Lennar Corp., the third-largest U.S. home builder, reported a wider second-quarter loss Thursday as sales fell and the Miami company wrote down land it no longer plans to build on.

Stuart Miller, the company's chief executive officer, said the market is not recovering.

Lennar said its net loss for the three months that ended May 31 rose to $125.2 million, from $120.9 million a year earlier.

The per-share loss of 76 cents was unchanged and exceeded the median of 67 cents forecast by analysts in a Bloomberg survey.

Revenue dropped 21%, to $891.9 million.

Lennar reported 38 cents a share in expenses to abandon options on home sites it does not intend to purchase.

Lennar's orders and backlog of homes under contract but not yet sold rose from the previous quarter.

Still, "while we are sensing pent-up demand in the market, rising unemployment, increased foreclosures and tighter credit standards continue to present challenges for the industry," Miller said in a press release.

"This combined with a recent spike in mortgage rates has made it difficult to predict when the market will ultimately turn the corner," Miller said.

Lennar said deliveries of homes rose 47% and new orders rose 67% from the first quarter.

Second-quarter deliveries dropped 18%, to 3,149, from the year-earlier period, while orders slid 19%, to 3,564.

The average sales price fell 8%, to $251,000, and the company offered incentives of about $52,600 per home, versus $48,700 in the year-earlier quarter.

The second-quarter backlog fell 48% from the year-earlier period, to 2,062 homes.

Industrywide, home purchases unexpectedly fell in May as builder discounts failed to keep pace with the foreclosure-driven decline in existing house prices.

Sales dropped 0.6%, to an annual pace of 342,000, the Commerce Department said Wednesday.

Sales of existing homes climbed 2.4%, driven by a 17% drop in prices, the National Association of Realtors said June 23.

"The high inventory level in the existing home market will continue to create substantial headwinds" for home builders, analysts Anna Torma and Min Zhang of Soleil Securities Group Inc. wrote in a note to investors Wednesday. "We remain cautious on the builders and do not expect fundamentals to stabilize until late 2009," they wrote.

Soleil Securities nonetheless rates Lennar shares "buy."

Builders including Lennar are competing with a glut of repossessed homes up for sale.

Foreclosure filings, including default and auction notices as well as property seizures, climbed 18% in May from a year earlier, according to RealtyTrac Inc. of Irvine, Calif.

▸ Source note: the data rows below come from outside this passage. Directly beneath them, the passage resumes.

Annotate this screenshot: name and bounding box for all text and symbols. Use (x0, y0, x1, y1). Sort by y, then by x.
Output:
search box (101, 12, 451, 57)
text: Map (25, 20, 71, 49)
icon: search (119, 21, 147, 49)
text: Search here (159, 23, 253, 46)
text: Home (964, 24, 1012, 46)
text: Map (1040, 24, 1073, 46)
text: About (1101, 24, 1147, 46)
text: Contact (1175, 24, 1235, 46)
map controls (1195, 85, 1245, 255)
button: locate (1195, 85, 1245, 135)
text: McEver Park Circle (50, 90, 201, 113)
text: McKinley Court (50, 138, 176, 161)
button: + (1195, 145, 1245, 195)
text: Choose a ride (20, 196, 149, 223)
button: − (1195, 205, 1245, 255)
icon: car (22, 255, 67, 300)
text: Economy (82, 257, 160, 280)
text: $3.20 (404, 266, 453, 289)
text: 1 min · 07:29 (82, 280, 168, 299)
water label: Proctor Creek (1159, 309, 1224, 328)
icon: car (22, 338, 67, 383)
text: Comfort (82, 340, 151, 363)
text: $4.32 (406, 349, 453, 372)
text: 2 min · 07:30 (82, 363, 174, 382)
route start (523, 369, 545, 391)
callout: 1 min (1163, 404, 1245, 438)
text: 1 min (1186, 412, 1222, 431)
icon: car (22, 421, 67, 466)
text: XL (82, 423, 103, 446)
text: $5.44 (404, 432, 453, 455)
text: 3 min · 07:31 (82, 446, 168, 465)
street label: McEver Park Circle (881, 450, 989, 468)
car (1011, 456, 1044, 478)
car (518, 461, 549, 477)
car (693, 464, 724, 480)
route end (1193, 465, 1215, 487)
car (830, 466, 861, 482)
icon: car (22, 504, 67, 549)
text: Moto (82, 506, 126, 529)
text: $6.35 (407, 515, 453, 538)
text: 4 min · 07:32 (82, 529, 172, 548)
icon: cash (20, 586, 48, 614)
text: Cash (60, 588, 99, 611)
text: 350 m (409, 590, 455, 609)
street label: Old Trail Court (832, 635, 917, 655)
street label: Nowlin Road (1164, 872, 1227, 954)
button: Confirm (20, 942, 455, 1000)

The number topped 300,000 for the third consecutive month, with an estimated one in every 398 homes in some stage of foreclosure. Additional U.S. home foreclosures will probably total 6.4 million by mid-2011, and inventories of foreclosed homes awaiting sale will probably peak in mid-2010 at about 2 million properties, JPMorgan Chase & Co. analysts led by John Sim wrote in a June 5 report.

"Home prices will continue to fall in many of Lennar's key housing markets, which will place pressure on the company's profit margins," Standard & Poor's Corp. credit analysts James Fielding and George Skoufis wrote in a June 17 report.

Lennar said it ended the quarter with $1.4 billion in home-building cash and no outstanding borrowing under the company's credit line.